= International Cystinuria Foundation =

Nonprofit organization

The International Cystinuria Foundation (ICF) is a Colorado-based nonprofit organization that offers educational resources to individuals affected by cystinuria. Its mission is to enhance, educate, and promote the overall well-being of the cystinuric community. The ICF serves an international audience through its website and hosts a large community where individuals with cystinuria, parents of cystinuric children, and physicians can share experiences and information for educational and supportive purposes.

==History==
The website www.cystinuria.org was founded on October 17, 2002 and was opened to the public later that month.
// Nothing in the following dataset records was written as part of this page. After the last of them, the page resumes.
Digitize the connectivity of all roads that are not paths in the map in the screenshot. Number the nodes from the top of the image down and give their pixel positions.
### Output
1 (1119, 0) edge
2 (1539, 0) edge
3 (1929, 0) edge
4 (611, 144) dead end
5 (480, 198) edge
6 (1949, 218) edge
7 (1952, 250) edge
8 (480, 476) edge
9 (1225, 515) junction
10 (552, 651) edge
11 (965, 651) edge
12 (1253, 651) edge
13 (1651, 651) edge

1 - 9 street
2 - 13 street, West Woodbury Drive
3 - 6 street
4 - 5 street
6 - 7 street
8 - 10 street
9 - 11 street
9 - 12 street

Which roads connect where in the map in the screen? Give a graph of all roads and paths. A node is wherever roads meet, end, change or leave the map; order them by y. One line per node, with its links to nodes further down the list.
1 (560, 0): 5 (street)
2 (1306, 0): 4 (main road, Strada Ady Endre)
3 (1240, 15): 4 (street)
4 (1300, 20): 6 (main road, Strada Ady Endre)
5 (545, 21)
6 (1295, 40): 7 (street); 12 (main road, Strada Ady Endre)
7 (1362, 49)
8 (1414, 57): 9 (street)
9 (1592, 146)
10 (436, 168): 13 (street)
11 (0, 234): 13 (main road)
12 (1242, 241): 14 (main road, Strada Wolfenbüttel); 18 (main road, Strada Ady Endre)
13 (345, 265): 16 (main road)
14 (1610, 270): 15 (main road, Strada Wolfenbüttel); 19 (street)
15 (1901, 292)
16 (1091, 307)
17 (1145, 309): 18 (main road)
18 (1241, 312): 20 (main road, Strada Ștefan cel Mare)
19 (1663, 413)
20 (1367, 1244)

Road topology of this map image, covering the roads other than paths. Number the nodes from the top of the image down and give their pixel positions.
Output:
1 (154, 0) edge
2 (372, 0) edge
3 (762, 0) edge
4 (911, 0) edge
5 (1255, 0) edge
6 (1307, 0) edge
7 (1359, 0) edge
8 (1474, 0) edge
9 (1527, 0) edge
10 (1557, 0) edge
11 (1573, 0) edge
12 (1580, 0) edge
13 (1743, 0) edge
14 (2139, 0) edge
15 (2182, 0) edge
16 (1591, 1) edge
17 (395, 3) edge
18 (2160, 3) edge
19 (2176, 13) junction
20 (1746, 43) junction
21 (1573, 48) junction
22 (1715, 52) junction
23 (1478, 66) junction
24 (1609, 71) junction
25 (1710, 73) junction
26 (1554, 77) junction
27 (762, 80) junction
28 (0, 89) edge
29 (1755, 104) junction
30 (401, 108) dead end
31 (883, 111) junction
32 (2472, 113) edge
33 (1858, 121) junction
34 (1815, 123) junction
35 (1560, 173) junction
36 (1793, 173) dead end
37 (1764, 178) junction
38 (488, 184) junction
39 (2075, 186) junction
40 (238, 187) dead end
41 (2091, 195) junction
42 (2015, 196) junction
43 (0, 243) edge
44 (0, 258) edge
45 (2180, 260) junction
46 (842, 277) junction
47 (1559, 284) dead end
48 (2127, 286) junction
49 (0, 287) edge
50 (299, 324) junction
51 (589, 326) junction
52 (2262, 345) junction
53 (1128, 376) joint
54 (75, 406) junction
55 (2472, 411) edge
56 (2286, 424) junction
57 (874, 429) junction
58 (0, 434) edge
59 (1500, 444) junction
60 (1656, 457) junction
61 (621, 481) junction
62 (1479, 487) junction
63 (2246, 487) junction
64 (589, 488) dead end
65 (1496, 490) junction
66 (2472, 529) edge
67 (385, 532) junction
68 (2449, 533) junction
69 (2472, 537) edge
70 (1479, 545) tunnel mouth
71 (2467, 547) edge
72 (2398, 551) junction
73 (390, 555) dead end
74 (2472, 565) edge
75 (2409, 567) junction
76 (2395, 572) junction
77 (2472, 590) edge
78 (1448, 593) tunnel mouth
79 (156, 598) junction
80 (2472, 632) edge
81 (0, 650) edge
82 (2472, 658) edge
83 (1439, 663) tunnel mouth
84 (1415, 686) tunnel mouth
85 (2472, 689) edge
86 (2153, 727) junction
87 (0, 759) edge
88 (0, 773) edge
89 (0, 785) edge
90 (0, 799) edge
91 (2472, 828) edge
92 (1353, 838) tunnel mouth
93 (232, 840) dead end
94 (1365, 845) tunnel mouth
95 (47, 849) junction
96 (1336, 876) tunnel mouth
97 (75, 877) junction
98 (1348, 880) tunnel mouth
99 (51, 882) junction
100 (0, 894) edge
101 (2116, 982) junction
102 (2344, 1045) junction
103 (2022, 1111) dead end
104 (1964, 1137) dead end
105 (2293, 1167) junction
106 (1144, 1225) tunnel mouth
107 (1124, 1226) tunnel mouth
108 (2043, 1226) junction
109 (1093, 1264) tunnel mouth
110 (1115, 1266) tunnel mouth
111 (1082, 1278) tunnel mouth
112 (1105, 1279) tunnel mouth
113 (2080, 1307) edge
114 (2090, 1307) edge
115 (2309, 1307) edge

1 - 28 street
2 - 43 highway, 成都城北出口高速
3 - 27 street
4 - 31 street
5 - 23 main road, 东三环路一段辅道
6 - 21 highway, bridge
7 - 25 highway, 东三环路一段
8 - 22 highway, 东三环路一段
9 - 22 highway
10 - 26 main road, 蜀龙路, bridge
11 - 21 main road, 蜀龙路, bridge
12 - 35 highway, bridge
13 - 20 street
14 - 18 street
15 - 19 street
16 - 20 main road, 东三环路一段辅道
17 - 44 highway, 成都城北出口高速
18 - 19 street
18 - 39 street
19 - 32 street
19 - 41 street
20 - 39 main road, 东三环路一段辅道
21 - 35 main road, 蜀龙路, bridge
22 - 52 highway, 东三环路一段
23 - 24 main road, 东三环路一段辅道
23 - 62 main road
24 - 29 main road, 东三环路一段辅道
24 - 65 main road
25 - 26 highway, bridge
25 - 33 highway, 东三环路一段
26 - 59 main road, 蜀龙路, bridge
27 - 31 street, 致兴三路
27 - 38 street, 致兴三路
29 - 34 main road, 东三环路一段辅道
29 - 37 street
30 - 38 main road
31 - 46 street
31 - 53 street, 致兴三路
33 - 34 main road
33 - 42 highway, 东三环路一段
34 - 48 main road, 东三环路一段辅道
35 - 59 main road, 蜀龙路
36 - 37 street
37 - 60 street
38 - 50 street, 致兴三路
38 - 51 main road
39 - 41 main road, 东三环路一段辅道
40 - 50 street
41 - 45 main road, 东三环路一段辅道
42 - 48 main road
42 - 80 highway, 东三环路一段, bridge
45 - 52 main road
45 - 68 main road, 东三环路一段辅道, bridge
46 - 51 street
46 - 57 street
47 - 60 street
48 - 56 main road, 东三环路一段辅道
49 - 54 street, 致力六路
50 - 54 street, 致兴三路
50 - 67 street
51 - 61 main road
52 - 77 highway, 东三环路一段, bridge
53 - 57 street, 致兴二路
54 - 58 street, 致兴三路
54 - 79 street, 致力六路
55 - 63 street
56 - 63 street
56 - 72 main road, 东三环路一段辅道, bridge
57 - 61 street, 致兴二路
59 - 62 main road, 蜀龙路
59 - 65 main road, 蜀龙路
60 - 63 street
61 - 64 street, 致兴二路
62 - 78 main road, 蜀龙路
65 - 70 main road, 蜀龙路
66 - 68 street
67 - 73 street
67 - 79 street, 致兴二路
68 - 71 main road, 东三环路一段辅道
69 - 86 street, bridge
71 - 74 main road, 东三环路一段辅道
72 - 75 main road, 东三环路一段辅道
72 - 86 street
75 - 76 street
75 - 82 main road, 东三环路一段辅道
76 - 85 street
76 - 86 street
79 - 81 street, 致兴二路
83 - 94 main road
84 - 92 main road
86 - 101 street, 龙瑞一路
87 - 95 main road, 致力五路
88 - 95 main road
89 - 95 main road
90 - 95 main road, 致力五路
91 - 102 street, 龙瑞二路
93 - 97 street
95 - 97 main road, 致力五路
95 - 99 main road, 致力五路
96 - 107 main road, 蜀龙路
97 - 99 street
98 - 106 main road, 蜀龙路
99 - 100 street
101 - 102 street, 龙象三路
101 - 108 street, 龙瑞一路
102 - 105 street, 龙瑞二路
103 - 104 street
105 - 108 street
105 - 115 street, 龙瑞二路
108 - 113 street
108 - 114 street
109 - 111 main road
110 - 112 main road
The initial site featured the first version of the Cystinuria.org community forum as well as a dictionary to aid interested readers in understanding cystinuria-relevant scientific literature. In mid November, the first learning tutorial was published, providing readers with a basic understanding of amino acid structure and function with an emphasis on cysteine and cystine. More tutorials were added covering the relevant topics of stone formation, stone prevention, and antibiotic use (for patients with recurring infections). The development of educational tutorials continued into early 2004, when the site became the online home of the newly incorporated Cystinuria Foundation of America (CysFA). On August 8, 2005, following the successful organization of the first Cystinuria Sympoiusm, CysFA was dissolved and the International Cystinuria Foundation was incorporated in its place to reflect the goal of reaching out to affected individuals worldwide. On March 30, 2006, the ICF was awarded 501(c)(3) tax-exempt status by the Internal Revenue Service (IRS), and classified as a public charity.

==Symposia==
A main goal of the ICF is to hold annual symposia where top experts in the cystinuria-related fields of urology, nephrology, genetics, and psychological health present educational information and cutting-edge research findings to general members of the cystinuric community. To date, the ICF has held three such symposia, two in New York City and one in Chicago.